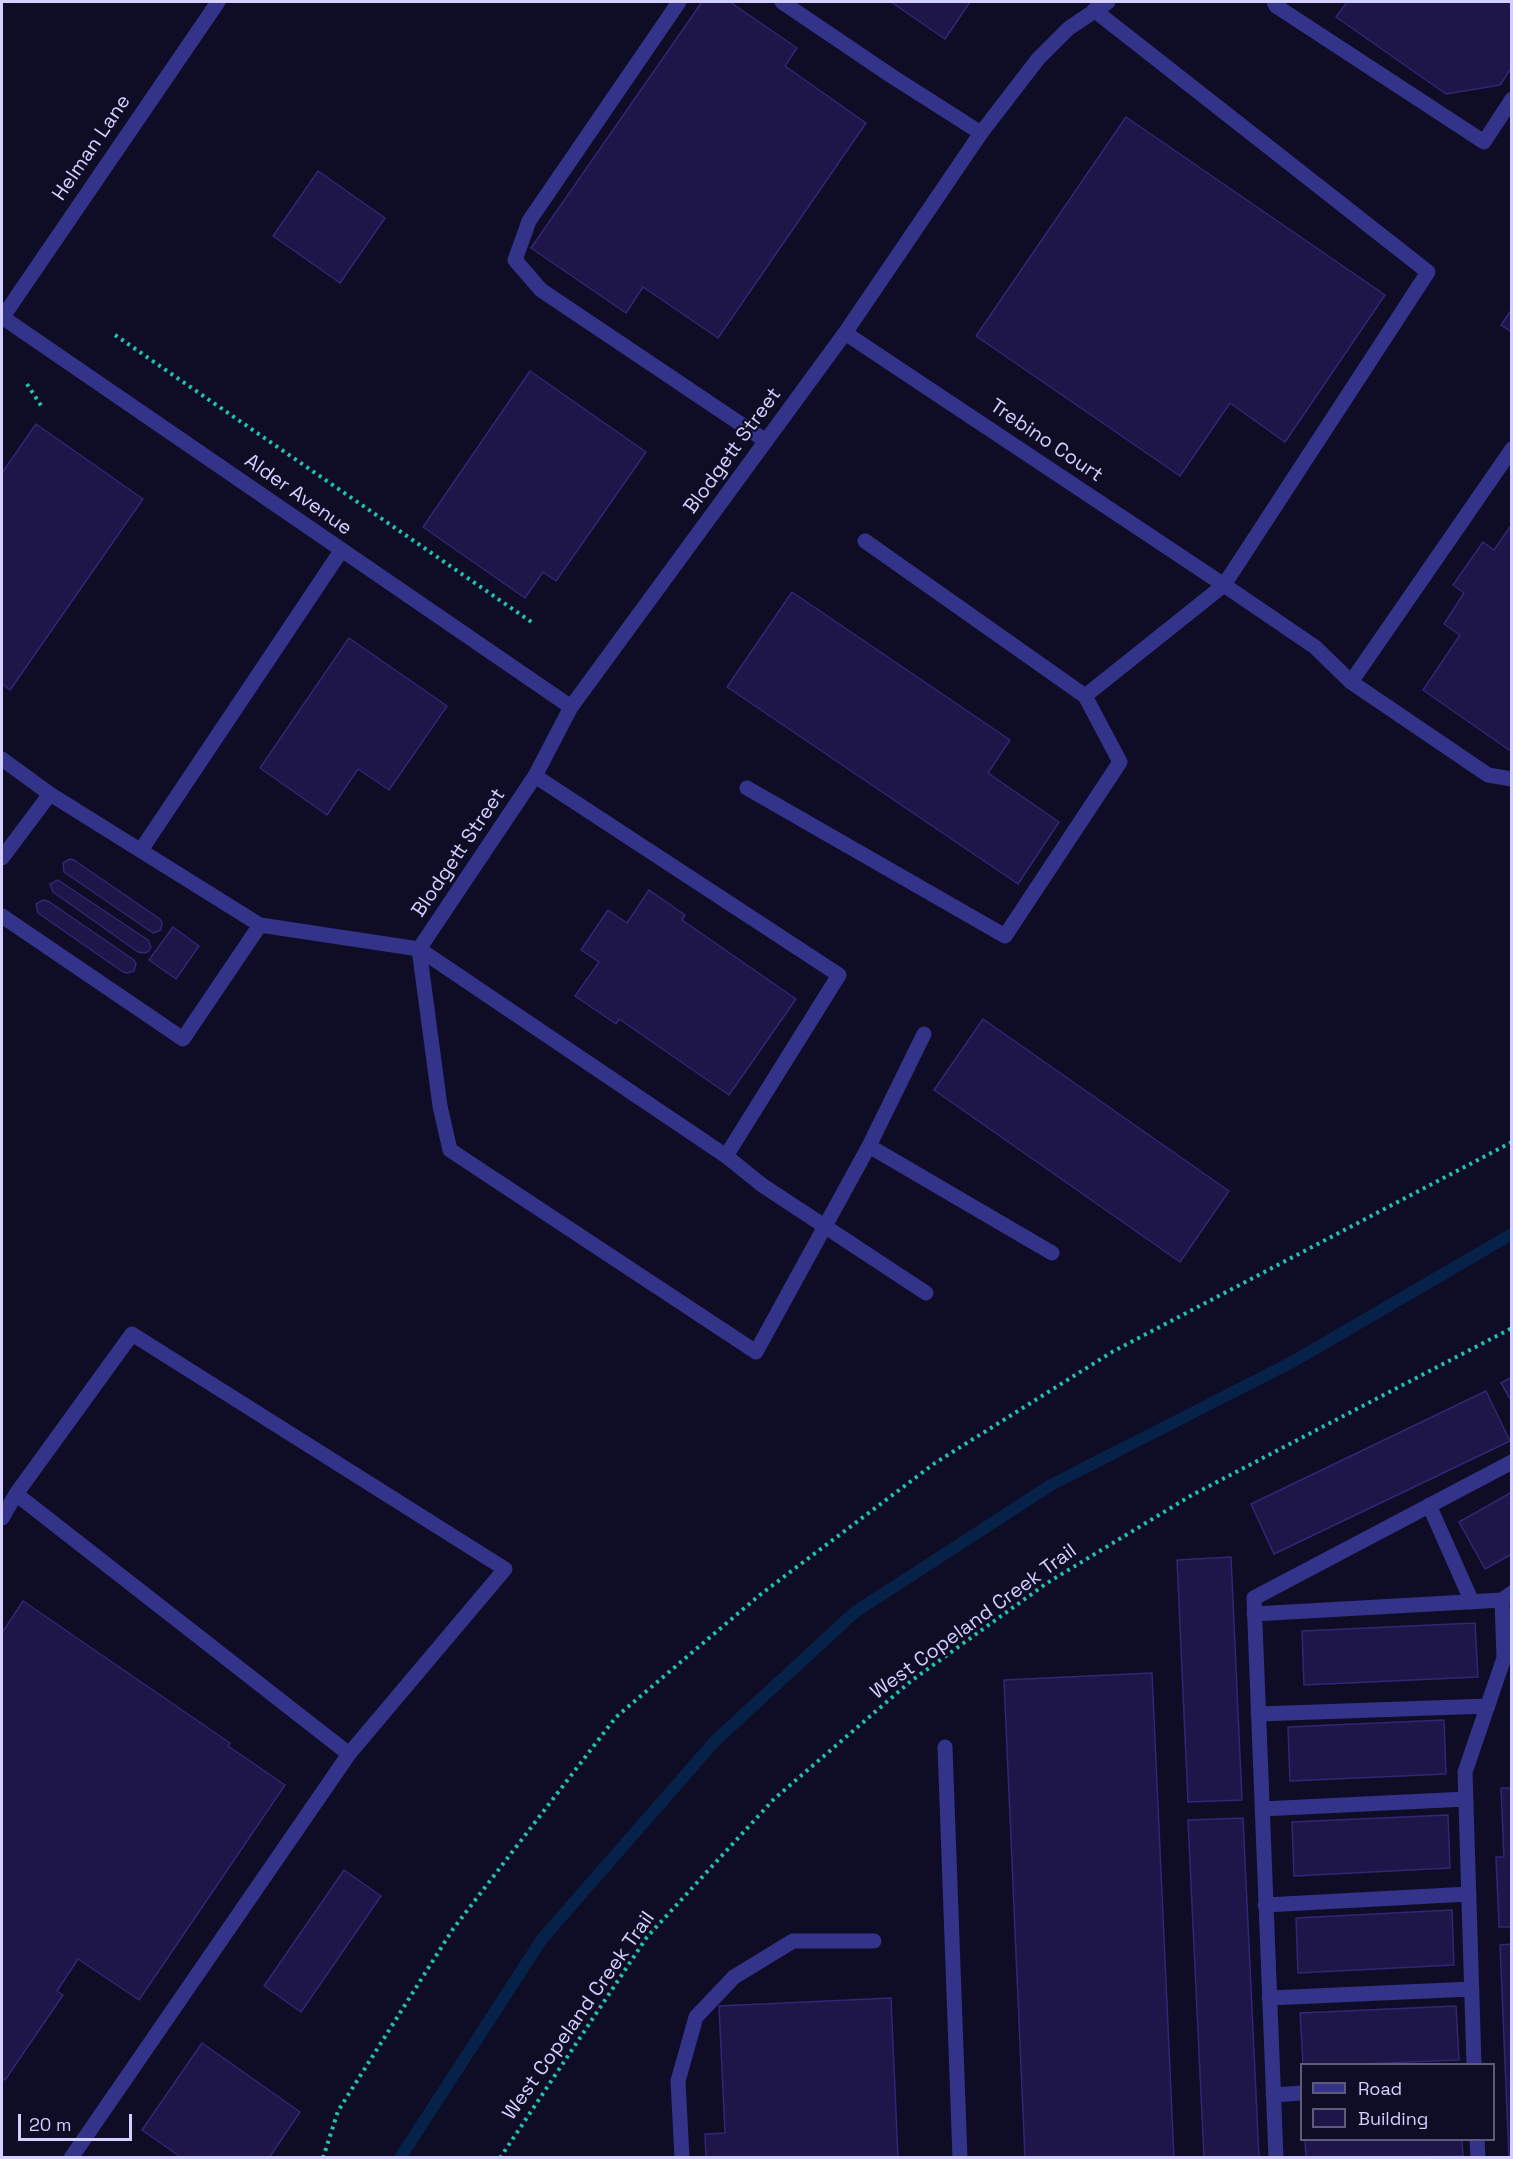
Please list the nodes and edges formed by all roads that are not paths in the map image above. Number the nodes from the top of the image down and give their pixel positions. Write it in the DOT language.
graph roads {
  1 [pos="218,2"];
  2 [pos="679,2"];
  3 [pos="782,2"];
  4 [pos="1108,2"];
  5 [pos="1274,2"];
  6 [pos="1094,10"];
  7 [pos="1512,99"];
  8 [pos="981,133"];
  9 [pos="2,317"];
  10 [pos="845,333"];
  11 [pos="766,441"];
  12 [pos="1512,449"];
  13 [pos="865,541"];
  14 [pos="341,550"];
  15 [pos="1224,585"];
  16 [pos="1351,682"];
  17 [pos="1085,696"];
  18 [pos="571,707"];
  19 [pos="2,759"];
  20 [pos="535,776"];
  21 [pos="1512,779"];
  22 [pos="747,788"];
  23 [pos="50,794"];
  24 [pos="141,850"];
  25 [pos="2,858"];
  26 [pos="2,916"];
  27 [pos="260,925"];
  28 [pos="419,949"];
  29 [pos="924,1034"];
  30 [pos="869,1146"];
  31 [pos="726,1156"];
  32 [pos="826,1226"];
  33 [pos="1052,1253"];
  34 [pos="926,1293"];
  35 [pos="1512,1462"];
  36 [pos="16,1494"];
  37 [pos="1429,1505"];
  38 [pos="2,1518"];
  39 [pos="1507,1597"];
  40 [pos="1472,1602"];
  41 [pos="1254,1614"];
  42 [pos="1488,1706"];
  43 [pos="1258,1714"];
  44 [pos="945,1747"];
  45 [pos="349,1754"];
  46 [pos="1466,1799"];
  47 [pos="1262,1809"];
  48 [pos="1469,1894"];
  49 [pos="1266,1905"];
  50 [pos="874,1941"];
  51 [pos="1472,1989"];
  52 [pos="1269,1998"];
  53 [pos="1474,2063"];
  54 [pos="1300,2093"];
  55 [pos="1273,2095"];
  56 [pos="1477,2141"];
  57 [pos="71,2157"];
  58 [pos="682,2157"];
  59 [pos="960,2157"];
  60 [pos="1276,2157"];
  61 [pos="1478,2157"];
  1 -- 9 [label="street, Helman Lane"];
  2 -- 11 [label="street"];
  3 -- 8 [label="street"];
  4 -- 6 [label="street, Blodgett Street"];
  5 -- 7 [label="street"];
  6 -- 8 [label="street, Blodgett Street"];
  6 -- 15 [label="street"];
  8 -- 10 [label="street, Blodgett Street"];
  9 -- 14 [label="street, Alder Avenue"];
  10 -- 11 [label="street, Blodgett Street"];
  10 -- 15 [label="street, Trebino Court"];
  11 -- 18 [label="street, Blodgett Street"];
  12 -- 16 [label="street"];
  13 -- 17 [label="street"];
  14 -- 18 [label="street, Alder Avenue"];
  14 -- 24 [label="street"];
  15 -- 16 [label="street, Trebino Court"];
  15 -- 17 [label="street"];
  16 -- 21 [label="street, Trebino Court"];
  17 -- 22 [label="street"];
  18 -- 20 [label="street, Blodgett Street"];
  19 -- 23 [label="street"];
  20 -- 28 [label="street, Blodgett Street"];
  20 -- 31 [label="street"];
  23 -- 24 [label="street"];
  23 -- 25 [label="street"];
  24 -- 27 [label="street"];
  26 -- 27 [label="street"];
  27 -- 28 [label="street"];
  28 -- 31 [label="street"];
  28 -- 32 [label="street"];
  29 -- 30 [label="street"];
  30 -- 32 [label="street"];
  30 -- 33 [label="street"];
  31 -- 32 [label="street"];
  32 -- 34 [label="street"];
  35 -- 37 [label="street"];
  36 -- 38 [label="street"];
  36 -- 45 [label="street"];
  36 -- 45 [label="street"];
  37 -- 40 [label="street"];
  37 -- 41 [label="street"];
  39 -- 40 [label="street"];
  39 -- 42 [label="street"];
  40 -- 41 [label="street"];
  41 -- 43 [label="street"];
  42 -- 43 [label="street"];
  42 -- 46 [label="street"];
  43 -- 47 [label="street"];
  44 -- 59 [label="street"];
  45 -- 57 [label="street"];
  46 -- 47 [label="street"];
  46 -- 48 [label="street"];
  47 -- 49 [label="street"];
  48 -- 49 [label="street"];
  48 -- 51 [label="street"];
  49 -- 52 [label="street"];
  50 -- 58 [label="street"];
  51 -- 52 [label="street"];
  51 -- 53 [label="street"];
  52 -- 55 [label="street"];
  54 -- 55 [label="street"];
  55 -- 60 [label="street"];
  56 -- 61 [label="street"];
}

★ ★ ★ ★ ★

Exercise | Everything in the listing above must be restated word for word, except the images.

Solution for this problem |
Please list the nodes and edges formed by all roads that are not paths in the map image above. Number the nodes from the top of the image down and give their pixel positions. Write it in the DOT language.
graph roads {
  1 [pos="218,2"];
  2 [pos="679,2"];
  3 [pos="782,2"];
  4 [pos="1108,2"];
  5 [pos="1274,2"];
  6 [pos="1094,10"];
  7 [pos="1512,99"];
  8 [pos="981,133"];
  9 [pos="2,317"];
  10 [pos="845,333"];
  11 [pos="766,441"];
  12 [pos="1512,449"];
  13 [pos="865,541"];
  14 [pos="341,550"];
  15 [pos="1224,585"];
  16 [pos="1351,682"];
  17 [pos="1085,696"];
  18 [pos="571,707"];
  19 [pos="2,759"];
  20 [pos="535,776"];
  21 [pos="1512,779"];
  22 [pos="747,788"];
  23 [pos="50,794"];
  24 [pos="141,850"];
  25 [pos="2,858"];
  26 [pos="2,916"];
  27 [pos="260,925"];
  28 [pos="419,949"];
  29 [pos="924,1034"];
  30 [pos="869,1146"];
  31 [pos="726,1156"];
  32 [pos="826,1226"];
  33 [pos="1052,1253"];
  34 [pos="926,1293"];
  35 [pos="1512,1462"];
  36 [pos="16,1494"];
  37 [pos="1429,1505"];
  38 [pos="2,1518"];
  39 [pos="1507,1597"];
  40 [pos="1472,1602"];
  41 [pos="1254,1614"];
  42 [pos="1488,1706"];
  43 [pos="1258,1714"];
  44 [pos="945,1747"];
  45 [pos="349,1754"];
  46 [pos="1466,1799"];
  47 [pos="1262,1809"];
  48 [pos="1469,1894"];
  49 [pos="1266,1905"];
  50 [pos="874,1941"];
  51 [pos="1472,1989"];
  52 [pos="1269,1998"];
  53 [pos="1474,2063"];
  54 [pos="1300,2093"];
  55 [pos="1273,2095"];
  56 [pos="1477,2141"];
  57 [pos="71,2157"];
  58 [pos="682,2157"];
  59 [pos="960,2157"];
  60 [pos="1276,2157"];
  61 [pos="1478,2157"];
  1 -- 9 [label="street, Helman Lane"];
  2 -- 11 [label="street"];
  3 -- 8 [label="street"];
  4 -- 6 [label="street, Blodgett Street"];
  5 -- 7 [label="street"];
  6 -- 8 [label="street, Blodgett Street"];
  6 -- 15 [label="street"];
  8 -- 10 [label="street, Blodgett Street"];
  9 -- 14 [label="street, Alder Avenue"];
  10 -- 11 [label="street, Blodgett Street"];
  10 -- 15 [label="street, Trebino Court"];
  11 -- 18 [label="street, Blodgett Street"];
  12 -- 16 [label="street"];
  13 -- 17 [label="street"];
  14 -- 18 [label="street, Alder Avenue"];
  14 -- 24 [label="street"];
  15 -- 16 [label="street, Trebino Court"];
  15 -- 17 [label="street"];
  16 -- 21 [label="street, Trebino Court"];
  17 -- 22 [label="street"];
  18 -- 20 [label="street, Blodgett Street"];
  19 -- 23 [label="street"];
  20 -- 28 [label="street, Blodgett Street"];
  20 -- 31 [label="street"];
  23 -- 24 [label="street"];
  23 -- 25 [label="street"];
  24 -- 27 [label="street"];
  26 -- 27 [label="street"];
  27 -- 28 [label="street"];
  28 -- 31 [label="street"];
  28 -- 32 [label="street"];
  29 -- 30 [label="street"];
  30 -- 32 [label="street"];
  30 -- 33 [label="street"];
  31 -- 32 [label="street"];
  32 -- 34 [label="street"];
  35 -- 37 [label="street"];
  36 -- 38 [label="street"];
  36 -- 45 [label="street"];
  36 -- 45 [label="street"];
  37 -- 40 [label="street"];
  37 -- 41 [label="street"];
  39 -- 40 [label="street"];
  39 -- 42 [label="street"];
  40 -- 41 [label="street"];
  41 -- 43 [label="street"];
  42 -- 43 [label="street"];
  42 -- 46 [label="street"];
  43 -- 47 [label="street"];
  44 -- 59 [label="street"];
  45 -- 57 [label="street"];
  46 -- 47 [label="street"];
  46 -- 48 [label="street"];
  47 -- 49 [label="street"];
  48 -- 49 [label="street"];
  48 -- 51 [label="street"];
  49 -- 52 [label="street"];
  50 -- 58 [label="street"];
  51 -- 52 [label="street"];
  51 -- 53 [label="street"];
  52 -- 55 [label="street"];
  54 -- 55 [label="street"];
  55 -- 60 [label="street"];
  56 -- 61 [label="street"];
}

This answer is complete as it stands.